PROVIDED DATA —
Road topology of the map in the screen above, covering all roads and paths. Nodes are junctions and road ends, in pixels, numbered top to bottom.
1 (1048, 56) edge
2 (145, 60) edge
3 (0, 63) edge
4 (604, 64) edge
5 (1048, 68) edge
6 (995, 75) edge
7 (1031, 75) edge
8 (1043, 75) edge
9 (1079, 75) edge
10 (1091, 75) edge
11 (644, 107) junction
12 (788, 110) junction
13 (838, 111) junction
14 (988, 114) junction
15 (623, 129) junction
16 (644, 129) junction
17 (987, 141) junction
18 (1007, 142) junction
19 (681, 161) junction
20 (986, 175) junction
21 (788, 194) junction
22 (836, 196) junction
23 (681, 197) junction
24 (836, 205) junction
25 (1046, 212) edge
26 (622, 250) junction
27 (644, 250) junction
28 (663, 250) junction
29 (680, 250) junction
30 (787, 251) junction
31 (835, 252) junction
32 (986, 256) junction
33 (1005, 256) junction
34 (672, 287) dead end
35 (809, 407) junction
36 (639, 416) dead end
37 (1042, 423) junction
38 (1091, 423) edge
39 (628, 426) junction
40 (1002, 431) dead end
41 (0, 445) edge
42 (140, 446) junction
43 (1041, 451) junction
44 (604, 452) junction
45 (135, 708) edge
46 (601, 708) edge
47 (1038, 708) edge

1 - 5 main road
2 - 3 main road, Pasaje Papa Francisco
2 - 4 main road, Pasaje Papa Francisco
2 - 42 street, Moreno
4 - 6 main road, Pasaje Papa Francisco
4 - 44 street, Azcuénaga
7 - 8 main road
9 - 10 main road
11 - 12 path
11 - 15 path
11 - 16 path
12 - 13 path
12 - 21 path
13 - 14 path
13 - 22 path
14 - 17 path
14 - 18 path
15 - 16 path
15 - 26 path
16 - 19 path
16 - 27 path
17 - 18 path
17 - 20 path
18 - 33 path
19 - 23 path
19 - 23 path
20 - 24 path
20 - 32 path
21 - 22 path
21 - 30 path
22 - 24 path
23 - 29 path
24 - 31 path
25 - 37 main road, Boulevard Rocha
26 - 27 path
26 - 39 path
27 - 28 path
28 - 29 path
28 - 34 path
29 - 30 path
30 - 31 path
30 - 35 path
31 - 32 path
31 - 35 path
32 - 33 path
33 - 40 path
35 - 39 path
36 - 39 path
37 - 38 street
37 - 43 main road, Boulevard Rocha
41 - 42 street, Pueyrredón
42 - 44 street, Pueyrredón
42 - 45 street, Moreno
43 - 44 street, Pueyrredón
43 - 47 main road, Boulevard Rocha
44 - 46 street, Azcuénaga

EXERCISE PROMPT —
Search the preceding listing for "Rocha", then copy every line that holds it.

FINAL ANSWER —
25 - 37 main road, Boulevard Rocha
37 - 43 main road, Boulevard Rocha
43 - 47 main road, Boulevard Rocha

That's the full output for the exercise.